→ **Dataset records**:
········

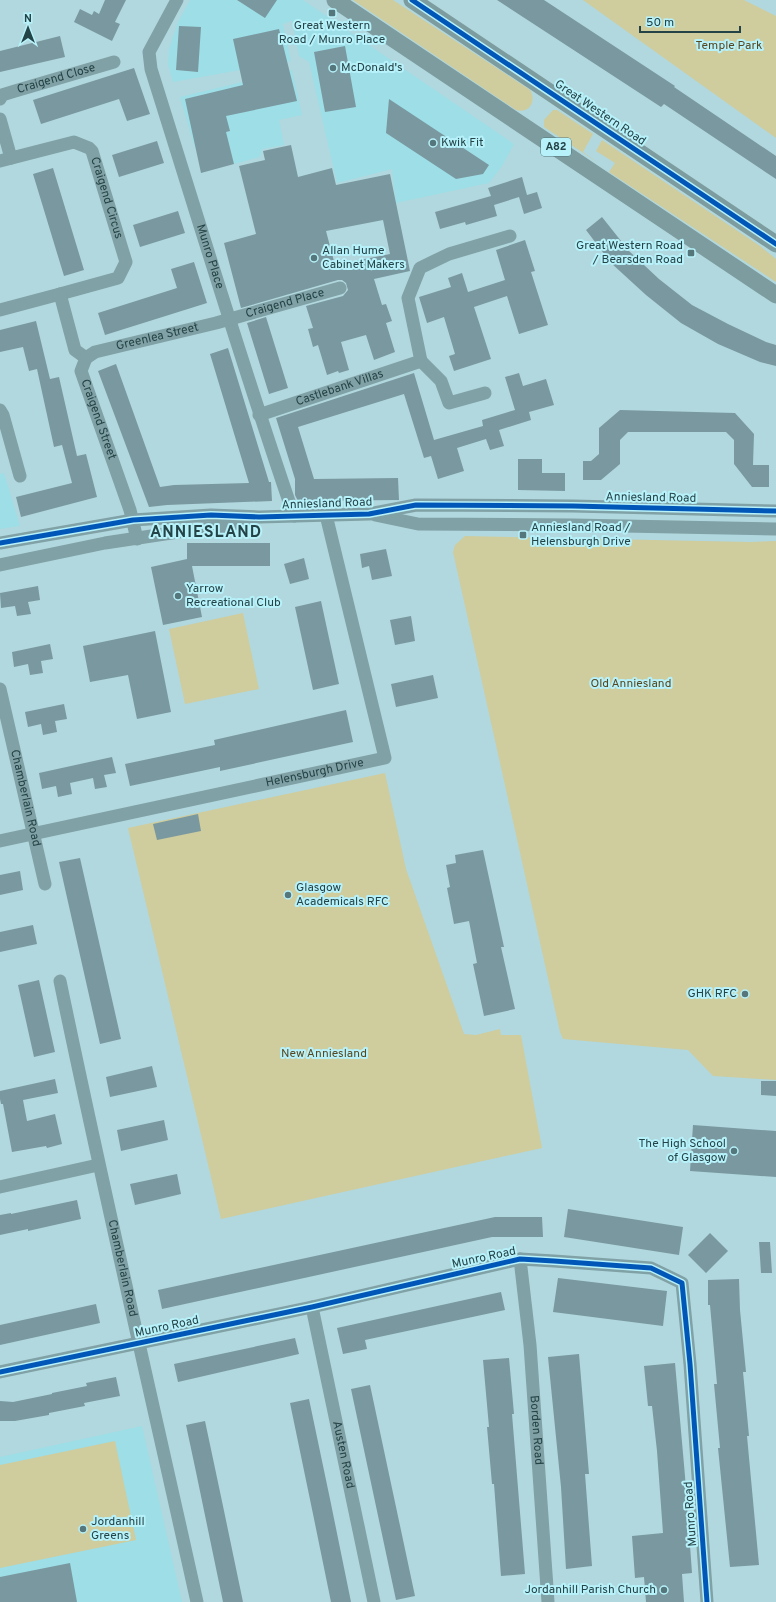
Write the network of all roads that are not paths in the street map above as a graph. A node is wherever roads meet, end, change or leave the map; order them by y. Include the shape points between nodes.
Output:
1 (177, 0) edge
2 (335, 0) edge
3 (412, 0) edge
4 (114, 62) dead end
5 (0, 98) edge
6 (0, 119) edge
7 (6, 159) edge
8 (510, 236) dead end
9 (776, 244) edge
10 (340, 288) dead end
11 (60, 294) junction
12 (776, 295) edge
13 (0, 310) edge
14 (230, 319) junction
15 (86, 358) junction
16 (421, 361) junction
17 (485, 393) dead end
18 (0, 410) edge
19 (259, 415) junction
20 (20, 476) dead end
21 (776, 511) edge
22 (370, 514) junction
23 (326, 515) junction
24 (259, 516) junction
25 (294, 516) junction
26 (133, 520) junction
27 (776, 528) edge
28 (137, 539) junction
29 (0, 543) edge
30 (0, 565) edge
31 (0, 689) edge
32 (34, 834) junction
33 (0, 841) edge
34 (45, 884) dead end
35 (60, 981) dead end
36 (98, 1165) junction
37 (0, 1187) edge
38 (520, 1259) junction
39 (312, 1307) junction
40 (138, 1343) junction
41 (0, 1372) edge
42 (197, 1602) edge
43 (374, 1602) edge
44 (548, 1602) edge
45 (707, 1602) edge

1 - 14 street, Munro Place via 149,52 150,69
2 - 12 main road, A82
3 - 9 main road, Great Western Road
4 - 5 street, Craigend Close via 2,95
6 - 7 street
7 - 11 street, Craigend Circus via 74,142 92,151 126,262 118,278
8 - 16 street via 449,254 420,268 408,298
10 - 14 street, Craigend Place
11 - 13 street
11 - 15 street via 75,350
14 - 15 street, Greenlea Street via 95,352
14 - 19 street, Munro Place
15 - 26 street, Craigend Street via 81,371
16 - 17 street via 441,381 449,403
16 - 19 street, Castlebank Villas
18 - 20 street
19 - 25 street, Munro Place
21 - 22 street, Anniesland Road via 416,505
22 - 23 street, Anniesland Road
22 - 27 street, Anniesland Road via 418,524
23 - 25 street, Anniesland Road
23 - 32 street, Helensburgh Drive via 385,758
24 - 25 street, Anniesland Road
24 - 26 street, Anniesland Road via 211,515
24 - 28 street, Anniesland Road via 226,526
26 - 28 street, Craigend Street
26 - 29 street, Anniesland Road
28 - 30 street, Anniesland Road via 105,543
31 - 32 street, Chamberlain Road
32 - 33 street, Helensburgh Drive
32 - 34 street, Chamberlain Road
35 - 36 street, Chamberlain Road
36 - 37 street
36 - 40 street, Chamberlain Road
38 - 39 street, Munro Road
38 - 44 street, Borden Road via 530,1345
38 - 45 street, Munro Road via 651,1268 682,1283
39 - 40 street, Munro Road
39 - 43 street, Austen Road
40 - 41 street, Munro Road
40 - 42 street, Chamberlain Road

········

→ **WHAT THE TASK REQUIRES**:
Copy out every line of the data exactly, leaving the images behind.

→ **ANSWER**:
Write the network of all roads that are not paths in the street map above as a graph. A node is wherever roads meet, end, change or leave the map; order them by y. Include the shape points between nodes.
Output:
1 (177, 0) edge
2 (335, 0) edge
3 (412, 0) edge
4 (114, 62) dead end
5 (0, 98) edge
6 (0, 119) edge
7 (6, 159) edge
8 (510, 236) dead end
9 (776, 244) edge
10 (340, 288) dead end
11 (60, 294) junction
12 (776, 295) edge
13 (0, 310) edge
14 (230, 319) junction
15 (86, 358) junction
16 (421, 361) junction
17 (485, 393) dead end
18 (0, 410) edge
19 (259, 415) junction
20 (20, 476) dead end
21 (776, 511) edge
22 (370, 514) junction
23 (326, 515) junction
24 (259, 516) junction
25 (294, 516) junction
26 (133, 520) junction
27 (776, 528) edge
28 (137, 539) junction
29 (0, 543) edge
30 (0, 565) edge
31 (0, 689) edge
32 (34, 834) junction
33 (0, 841) edge
34 (45, 884) dead end
35 (60, 981) dead end
36 (98, 1165) junction
37 (0, 1187) edge
38 (520, 1259) junction
39 (312, 1307) junction
40 (138, 1343) junction
41 (0, 1372) edge
42 (197, 1602) edge
43 (374, 1602) edge
44 (548, 1602) edge
45 (707, 1602) edge

1 - 14 street, Munro Place via 149,52 150,69
2 - 12 main road, A82
3 - 9 main road, Great Western Road
4 - 5 street, Craigend Close via 2,95
6 - 7 street
7 - 11 street, Craigend Circus via 74,142 92,151 126,262 118,278
8 - 16 street via 449,254 420,268 408,298
10 - 14 street, Craigend Place
11 - 13 street
11 - 15 street via 75,350
14 - 15 street, Greenlea Street via 95,352
14 - 19 street, Munro Place
15 - 26 street, Craigend Street via 81,371
16 - 17 street via 441,381 449,403
16 - 19 street, Castlebank Villas
18 - 20 street
19 - 25 street, Munro Place
21 - 22 street, Anniesland Road via 416,505
22 - 23 street, Anniesland Road
22 - 27 street, Anniesland Road via 418,524
23 - 25 street, Anniesland Road
23 - 32 street, Helensburgh Drive via 385,758
24 - 25 street, Anniesland Road
24 - 26 street, Anniesland Road via 211,515
24 - 28 street, Anniesland Road via 226,526
26 - 28 street, Craigend Street
26 - 29 street, Anniesland Road
28 - 30 street, Anniesland Road via 105,543
31 - 32 street, Chamberlain Road
32 - 33 street, Helensburgh Drive
32 - 34 street, Chamberlain Road
35 - 36 street, Chamberlain Road
36 - 37 street
36 - 40 street, Chamberlain Road
38 - 39 street, Munro Road
38 - 44 street, Borden Road via 530,1345
38 - 45 street, Munro Road via 651,1268 682,1283
39 - 40 street, Munro Road
39 - 43 street, Austen Road
40 - 41 street, Munro Road
40 - 42 street, Chamberlain Road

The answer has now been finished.